*WORK INSTRUCTIONS*: Each entry must appear in the answer exactly as written.

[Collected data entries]
-=-=-=-=-

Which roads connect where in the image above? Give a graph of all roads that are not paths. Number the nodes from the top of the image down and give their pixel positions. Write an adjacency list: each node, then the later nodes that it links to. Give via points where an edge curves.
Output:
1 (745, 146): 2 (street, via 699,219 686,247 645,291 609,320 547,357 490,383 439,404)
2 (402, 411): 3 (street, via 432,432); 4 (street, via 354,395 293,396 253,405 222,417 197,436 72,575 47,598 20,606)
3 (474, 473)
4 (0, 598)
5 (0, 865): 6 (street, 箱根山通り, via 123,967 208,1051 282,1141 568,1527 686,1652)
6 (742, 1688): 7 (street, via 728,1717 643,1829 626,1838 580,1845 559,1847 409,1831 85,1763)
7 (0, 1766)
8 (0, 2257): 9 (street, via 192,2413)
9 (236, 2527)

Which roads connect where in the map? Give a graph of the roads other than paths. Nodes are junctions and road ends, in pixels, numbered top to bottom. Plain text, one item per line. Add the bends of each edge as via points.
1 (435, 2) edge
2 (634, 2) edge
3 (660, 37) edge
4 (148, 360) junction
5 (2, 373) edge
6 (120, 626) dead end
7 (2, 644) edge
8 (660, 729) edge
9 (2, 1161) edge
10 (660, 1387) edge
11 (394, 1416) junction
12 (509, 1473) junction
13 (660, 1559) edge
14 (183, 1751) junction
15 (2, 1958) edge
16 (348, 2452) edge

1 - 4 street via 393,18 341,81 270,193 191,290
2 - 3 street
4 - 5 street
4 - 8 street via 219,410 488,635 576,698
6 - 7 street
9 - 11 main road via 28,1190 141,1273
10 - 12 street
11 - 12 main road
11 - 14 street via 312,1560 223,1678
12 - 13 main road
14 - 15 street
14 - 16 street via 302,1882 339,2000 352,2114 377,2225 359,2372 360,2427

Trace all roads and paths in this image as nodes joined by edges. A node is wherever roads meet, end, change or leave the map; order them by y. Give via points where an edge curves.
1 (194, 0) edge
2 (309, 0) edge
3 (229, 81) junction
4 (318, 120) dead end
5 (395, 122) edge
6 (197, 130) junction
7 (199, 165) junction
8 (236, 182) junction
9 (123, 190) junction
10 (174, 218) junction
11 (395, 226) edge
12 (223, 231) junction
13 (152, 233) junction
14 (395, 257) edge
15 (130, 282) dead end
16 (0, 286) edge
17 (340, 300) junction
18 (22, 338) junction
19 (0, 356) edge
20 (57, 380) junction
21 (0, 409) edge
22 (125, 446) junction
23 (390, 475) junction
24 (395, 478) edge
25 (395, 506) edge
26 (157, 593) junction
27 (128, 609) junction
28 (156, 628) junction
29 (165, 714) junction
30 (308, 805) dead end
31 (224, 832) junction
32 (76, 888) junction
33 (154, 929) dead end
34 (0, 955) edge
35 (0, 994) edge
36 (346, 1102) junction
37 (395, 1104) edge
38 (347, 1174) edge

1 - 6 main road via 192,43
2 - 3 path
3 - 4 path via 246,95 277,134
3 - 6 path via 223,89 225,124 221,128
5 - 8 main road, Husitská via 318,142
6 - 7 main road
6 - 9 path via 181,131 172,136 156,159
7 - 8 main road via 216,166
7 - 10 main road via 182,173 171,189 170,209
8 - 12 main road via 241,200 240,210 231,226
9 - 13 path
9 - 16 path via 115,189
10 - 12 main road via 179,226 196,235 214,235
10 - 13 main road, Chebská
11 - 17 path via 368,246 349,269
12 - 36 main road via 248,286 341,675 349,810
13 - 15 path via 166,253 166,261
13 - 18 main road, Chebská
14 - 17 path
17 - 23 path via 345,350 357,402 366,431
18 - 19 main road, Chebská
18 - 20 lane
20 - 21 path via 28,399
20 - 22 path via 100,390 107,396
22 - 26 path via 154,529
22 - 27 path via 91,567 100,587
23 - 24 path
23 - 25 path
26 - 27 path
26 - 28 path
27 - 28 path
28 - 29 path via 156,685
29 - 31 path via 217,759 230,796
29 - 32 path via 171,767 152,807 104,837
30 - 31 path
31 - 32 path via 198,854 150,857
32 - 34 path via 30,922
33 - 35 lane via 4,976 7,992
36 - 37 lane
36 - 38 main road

-=-=-=-=-

*SOLVED EXERCISE*:
Which roads connect where in the image above? Give a graph of all roads that are not paths. Number the nodes from the top of the image down and give their pixel positions. Write an adjacency list: each node, then the later nodes that it links to. Give via points where an edge curves.
Output:
1 (745, 146): 2 (street, via 699,219 686,247 645,291 609,320 547,357 490,383 439,404)
2 (402, 411): 3 (street, via 432,432); 4 (street, via 354,395 293,396 253,405 222,417 197,436 72,575 47,598 20,606)
3 (474, 473)
4 (0, 598)
5 (0, 865): 6 (street, 箱根山通り, via 123,967 208,1051 282,1141 568,1527 686,1652)
6 (742, 1688): 7 (street, via 728,1717 643,1829 626,1838 580,1845 559,1847 409,1831 85,1763)
7 (0, 1766)
8 (0, 2257): 9 (street, via 192,2413)
9 (236, 2527)

Which roads connect where in the map? Give a graph of the roads other than paths. Nodes are junctions and road ends, in pixels, numbered top to bottom. Plain text, one item per line. Add the bends of each edge as via points.
1 (435, 2) edge
2 (634, 2) edge
3 (660, 37) edge
4 (148, 360) junction
5 (2, 373) edge
6 (120, 626) dead end
7 (2, 644) edge
8 (660, 729) edge
9 (2, 1161) edge
10 (660, 1387) edge
11 (394, 1416) junction
12 (509, 1473) junction
13 (660, 1559) edge
14 (183, 1751) junction
15 (2, 1958) edge
16 (348, 2452) edge

1 - 4 street via 393,18 341,81 270,193 191,290
2 - 3 street
4 - 5 street
4 - 8 street via 219,410 488,635 576,698
6 - 7 street
9 - 11 main road via 28,1190 141,1273
10 - 12 street
11 - 12 main road
11 - 14 street via 312,1560 223,1678
12 - 13 main road
14 - 15 street
14 - 16 street via 302,1882 339,2000 352,2114 377,2225 359,2372 360,2427

Trace all roads and paths in this image as nodes joined by edges. A node is wherever roads meet, end, change or leave the map; order them by y. Give via points where an edge curves.
1 (194, 0) edge
2 (309, 0) edge
3 (229, 81) junction
4 (318, 120) dead end
5 (395, 122) edge
6 (197, 130) junction
7 (199, 165) junction
8 (236, 182) junction
9 (123, 190) junction
10 (174, 218) junction
11 (395, 226) edge
12 (223, 231) junction
13 (152, 233) junction
14 (395, 257) edge
15 (130, 282) dead end
16 (0, 286) edge
17 (340, 300) junction
18 (22, 338) junction
19 (0, 356) edge
20 (57, 380) junction
21 (0, 409) edge
22 (125, 446) junction
23 (390, 475) junction
24 (395, 478) edge
25 (395, 506) edge
26 (157, 593) junction
27 (128, 609) junction
28 (156, 628) junction
29 (165, 714) junction
30 (308, 805) dead end
31 (224, 832) junction
32 (76, 888) junction
33 (154, 929) dead end
34 (0, 955) edge
35 (0, 994) edge
36 (346, 1102) junction
37 (395, 1104) edge
38 (347, 1174) edge

1 - 6 main road via 192,43
2 - 3 path
3 - 4 path via 246,95 277,134
3 - 6 path via 223,89 225,124 221,128
5 - 8 main road, Husitská via 318,142
6 - 7 main road
6 - 9 path via 181,131 172,136 156,159
7 - 8 main road via 216,166
7 - 10 main road via 182,173 171,189 170,209
8 - 12 main road via 241,200 240,210 231,226
9 - 13 path
9 - 16 path via 115,189
10 - 12 main road via 179,226 196,235 214,235
10 - 13 main road, Chebská
11 - 17 path via 368,246 349,269
12 - 36 main road via 248,286 341,675 349,810
13 - 15 path via 166,253 166,261
13 - 18 main road, Chebská
14 - 17 path
17 - 23 path via 345,350 357,402 366,431
18 - 19 main road, Chebská
18 - 20 lane
20 - 21 path via 28,399
20 - 22 path via 100,390 107,396
22 - 26 path via 154,529
22 - 27 path via 91,567 100,587
23 - 24 path
23 - 25 path
26 - 27 path
26 - 28 path
27 - 28 path
28 - 29 path via 156,685
29 - 31 path via 217,759 230,796
29 - 32 path via 171,767 152,807 104,837
30 - 31 path
31 - 32 path via 198,854 150,857
32 - 34 path via 30,922
33 - 35 lane via 4,976 7,992
36 - 37 lane
36 - 38 main road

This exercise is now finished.